Ayakta görülenler, bir an evvel uyanmak ya da hep rüyada kalmak için can attığımız; eza cefa çektiren kâbuslar, tarihî rüyalar, ulu şahsiyetlerin ki; rüya kahramanları, her duruma uygun, kişiye özel düşler.
Bir rüya pazarı var mıdır bilmem ama rüya hırsızları bile bulunur.
Rüyalar kiminde yıldızlaşır, kiminde önemsiz, değmez görünür. Kılıktan kılığa girseler de, onlardan bir rüya sırrı umarız.
Özellikle yaşanılan şartlardan memnun olmayanlar, umutsuzluğa düşenler çeşitli sebeplerle, gelecek hülyalarıyla, rüyalara yatar. Zorlu koşullar, icbar eder muhtemelen…
Bazı öyle durumlar, sıkıntı anları vardır ki, uçan kuştan bile medet umarız. Gördüğümüz rüyaları da, gayptan işaretler diye anlamlandırır, bazen üzerine zoraki yorumlar yaparız.
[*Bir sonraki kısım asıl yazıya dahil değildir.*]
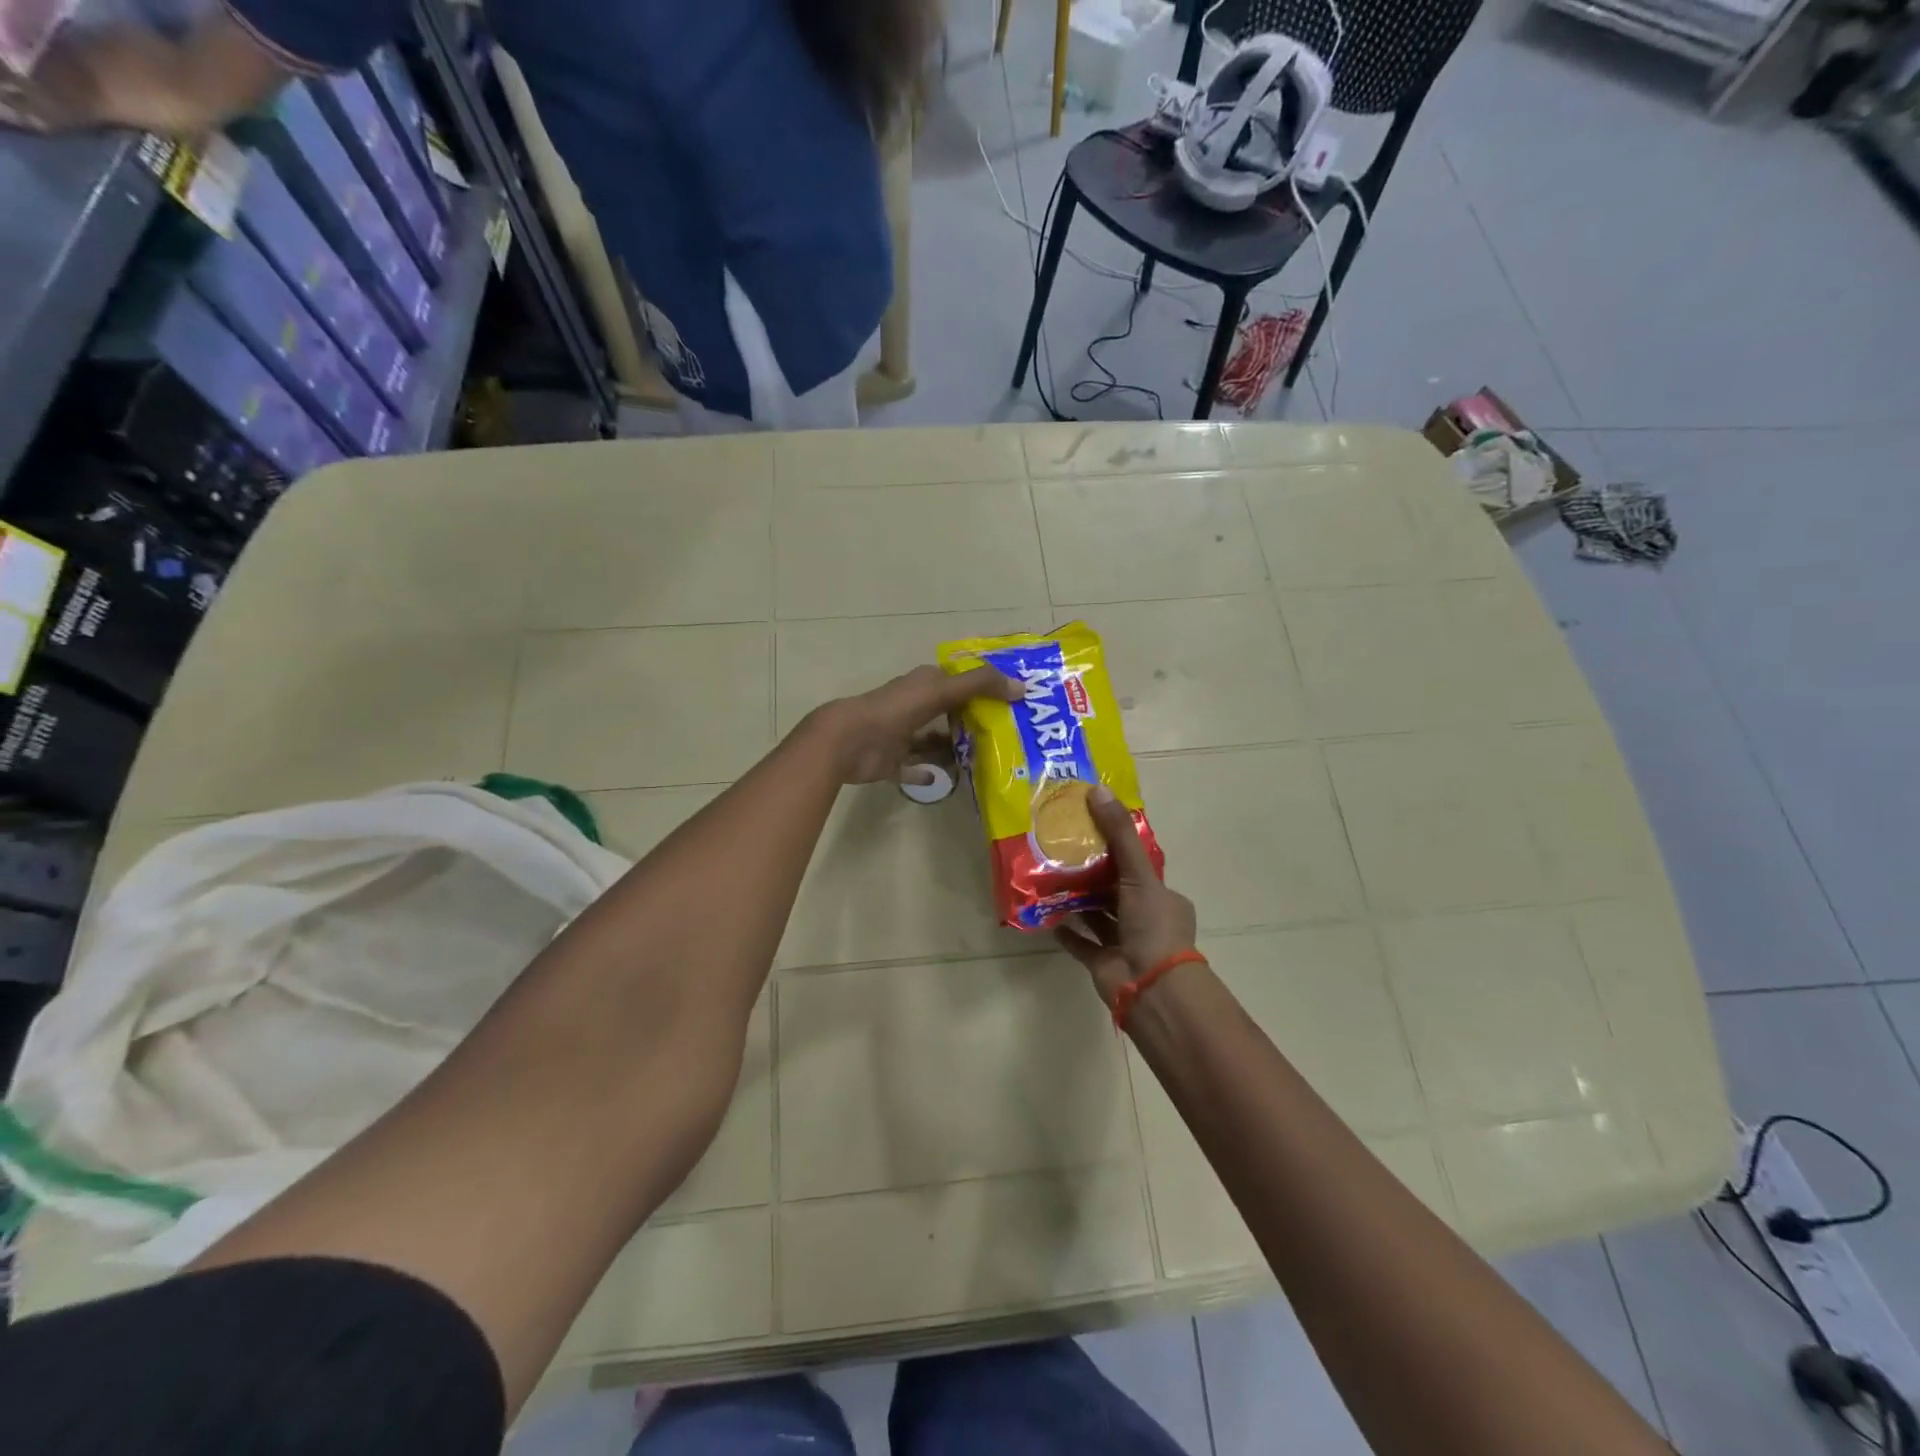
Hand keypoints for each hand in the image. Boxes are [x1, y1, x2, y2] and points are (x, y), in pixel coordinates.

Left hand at [809, 664, 1019, 786]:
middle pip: (948, 713)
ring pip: (933, 741)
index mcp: (923, 685)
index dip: (982, 689)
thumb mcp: (941, 691)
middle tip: (1006, 737)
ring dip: (952, 749)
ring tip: (986, 761)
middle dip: (972, 722)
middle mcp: (913, 706)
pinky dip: (927, 773)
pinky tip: (947, 779)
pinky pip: (914, 768)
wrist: (848, 741)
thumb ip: (980, 685)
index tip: (1011, 702)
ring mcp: (901, 734)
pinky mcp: (891, 761)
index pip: (958, 682)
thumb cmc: (895, 710)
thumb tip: (1022, 686)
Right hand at [1054, 786, 1197, 1001]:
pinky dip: (1067, 931)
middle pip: (1116, 890)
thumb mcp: (1139, 873)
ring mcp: (1125, 943)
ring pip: (1099, 915)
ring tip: (1050, 877)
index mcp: (1163, 898)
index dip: (1118, 849)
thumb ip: (1118, 835)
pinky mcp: (1104, 963)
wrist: (1151, 987)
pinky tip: (1047, 916)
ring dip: (1078, 900)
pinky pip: (1082, 943)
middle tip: (1064, 850)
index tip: (1092, 830)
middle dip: (1093, 874)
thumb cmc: (1153, 926)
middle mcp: (1146, 919)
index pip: (1140, 868)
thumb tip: (1097, 789)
Çaresizlik, acz buna sevk eder. Bet, şom ağızlılara değil, tatlı dilli kimselere, bizi yatıştırsın, teselli etsin diye bilhassa anlatırız.
Bazen esenliği, bir direnişin muştulu neticelerini öne çıkaran, hayırlı rüyalar görülür.
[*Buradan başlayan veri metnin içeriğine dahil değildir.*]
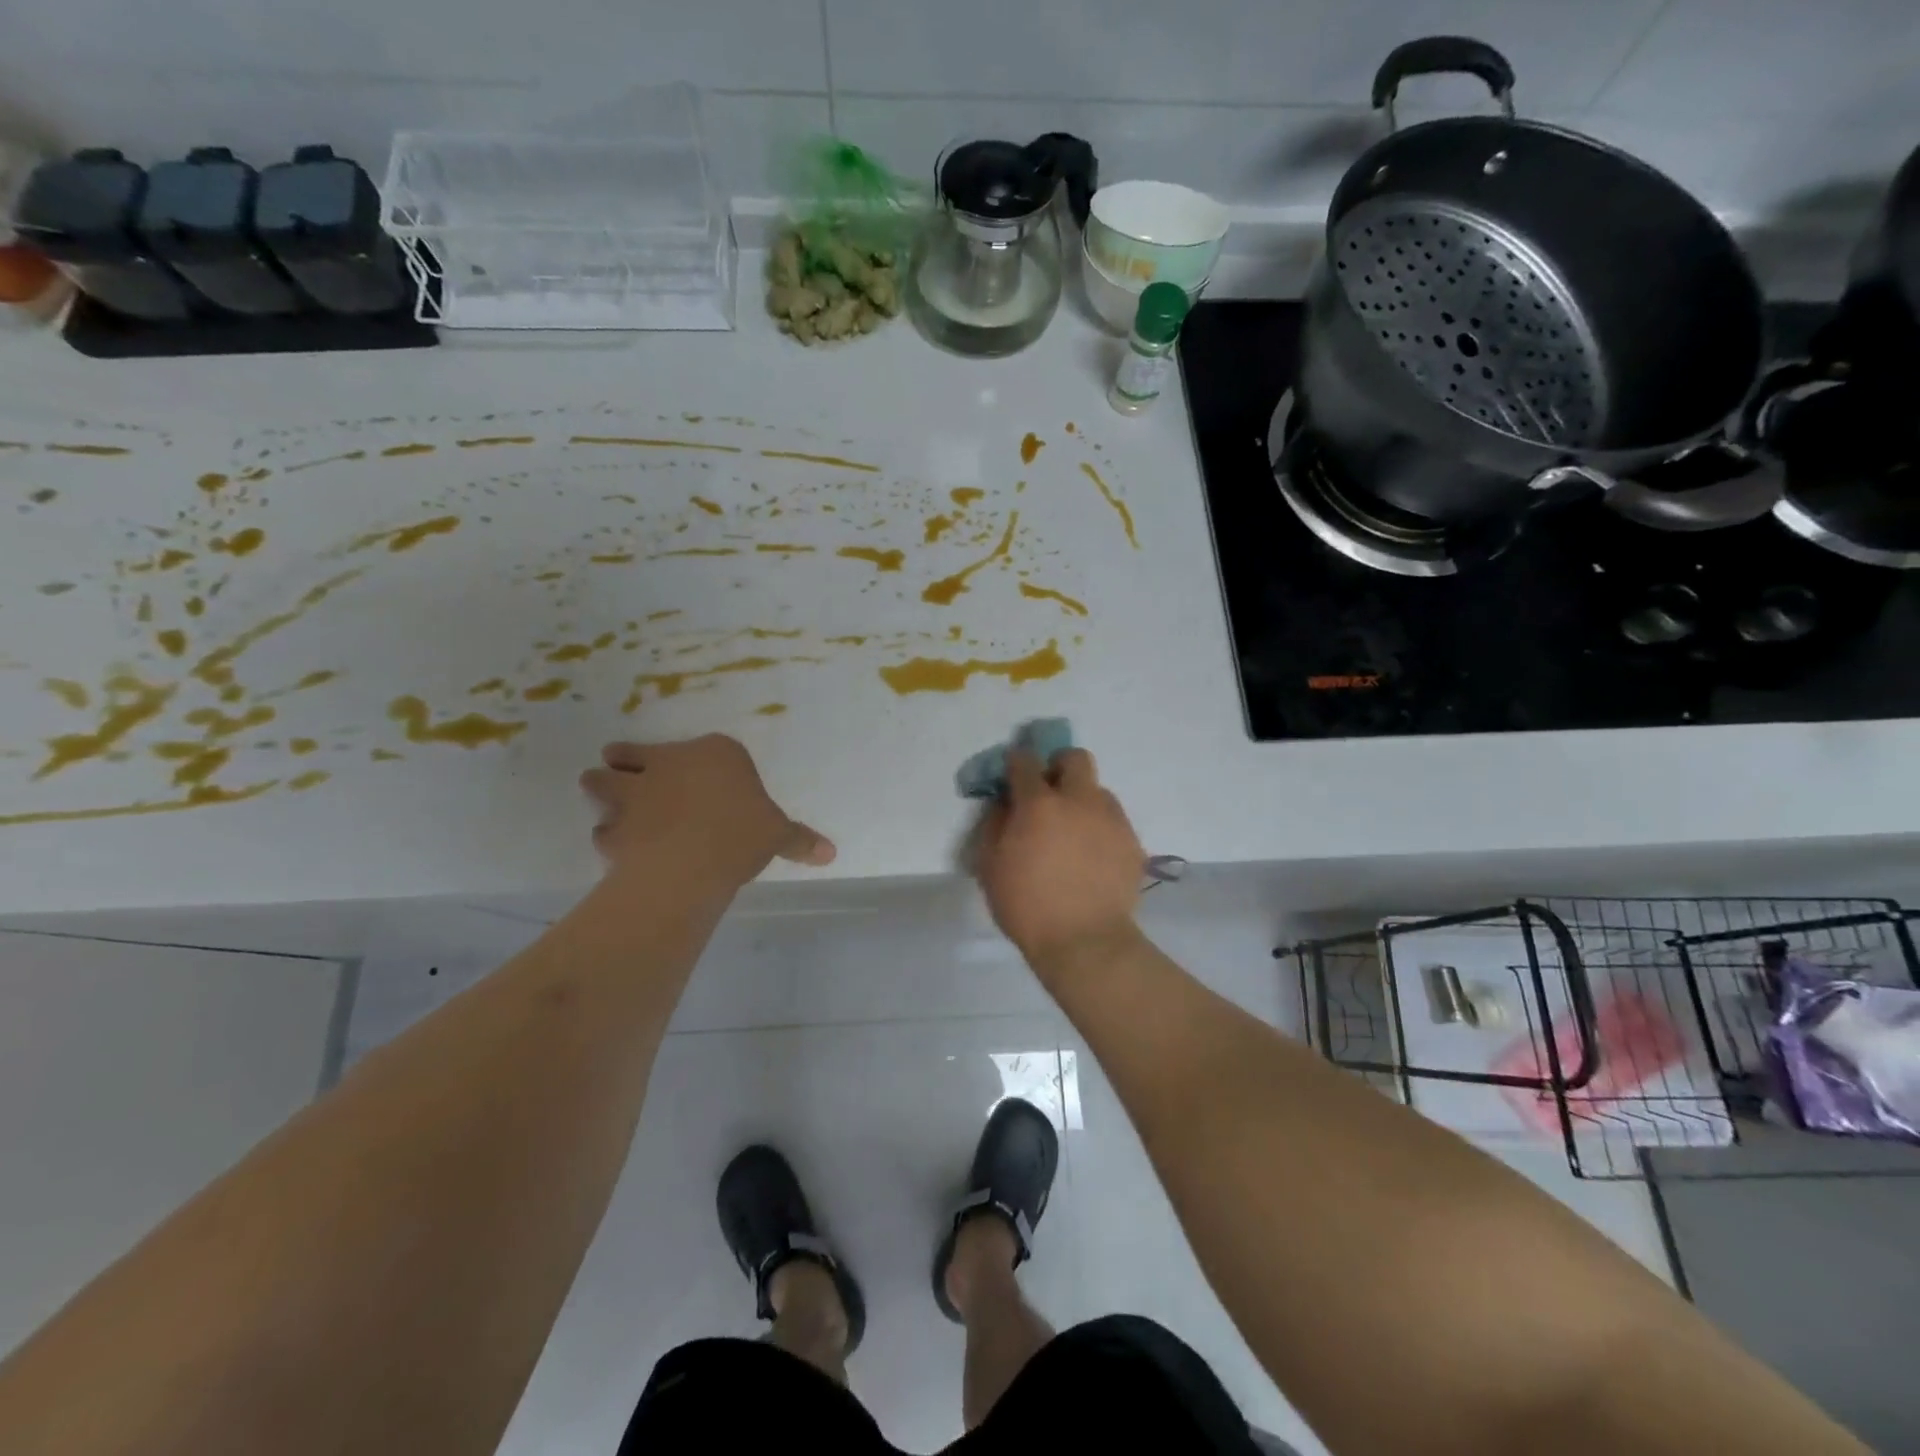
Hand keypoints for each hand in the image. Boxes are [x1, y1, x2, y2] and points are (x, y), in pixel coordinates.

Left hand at [580, 736, 833, 889]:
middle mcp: (669, 762)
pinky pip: (603, 829)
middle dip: (625, 762)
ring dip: (601, 789)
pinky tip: (617, 848)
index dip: (692, 760)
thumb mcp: (778, 834)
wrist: (693, 860)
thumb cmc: (743, 833)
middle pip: (631, 753)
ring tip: (607, 803)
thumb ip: (799, 840)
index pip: (702, 748)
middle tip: (628, 775)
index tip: (694, 773)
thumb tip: (831, 853)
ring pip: (600, 780)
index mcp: (715, 753)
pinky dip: (608, 836)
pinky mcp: (614, 825)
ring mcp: (635, 792)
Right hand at [973, 747, 1144, 972]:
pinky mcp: (1132, 842)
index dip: (1016, 763)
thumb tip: (1004, 802)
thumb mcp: (990, 866)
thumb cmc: (1028, 906)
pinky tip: (1091, 858)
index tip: (1012, 776)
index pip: (1025, 761)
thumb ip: (994, 824)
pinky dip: (1099, 829)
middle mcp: (1079, 800)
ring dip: (1082, 801)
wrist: (1085, 943)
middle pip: (1074, 758)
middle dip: (1058, 766)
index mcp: (1040, 804)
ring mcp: (1111, 819)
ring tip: (1073, 833)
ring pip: (1098, 790)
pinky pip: (1113, 821)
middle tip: (1048, 794)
Şuuraltının, umudun yansımasının değil, bir gerçeğin tezahürü olmasını, yanılmamayı isteyerek, ne dualar eder, heyecanlı bekleyişlere gireriz.
Hatırladığımızda tatlı bir ürperti sarar içimizi.
Aklımızdan hiç çıkmaz. Bazen düşü yorduğumuzda, yarı ümit, yarı karamsarlık içinde gidip geliriz. Terazinin kefesi, bir o yana, bir bu yana eğilir.
Fertlerin olduğu gibi, milletlerin gördüğü müşterek rüyalar vardır. Büyük Türkiye Rüyası mesela. Kutlu hedeflerin önce rüyasını görürüz herhalde. Devasa rüyalar, büyük bedeller, liderler gerektirir.
Düşler bizi sürükler. Kimileri, rüyaları öldürse de; bazıları, açığa çıkması, yeni doğuşlar için, icap eden taşları döşer, adım attırır, hamle yaptırır.
Rüya havada kalmaz, kurumaz, olgunlaşıp yaygınlaşır, başkalarına da aynısını gördürerek canlandırılır.
…
Gazeteci Yazar Ruşen Eşref Ünaydın’ın, 14 Ağustos 1921 tarihli, Hâkimiyet-i Milliye’deki yazısı, İstiklâl Harbi’nin sancılı günlerini, bir ölüm kalım mücadelesinin atmosferini anlatması bakımından duygulandırıcıdır.
Derin bir keder içindeki, zafere susamış halk kurtuluş için, bazı alâmetler beklemekte, bağımsızlık, necat, selâmet, aydınlık bir istikbalin rüyalarını görmekte ve yakıcı bir özlemle, hakikat olmasını niyaz etmektedir.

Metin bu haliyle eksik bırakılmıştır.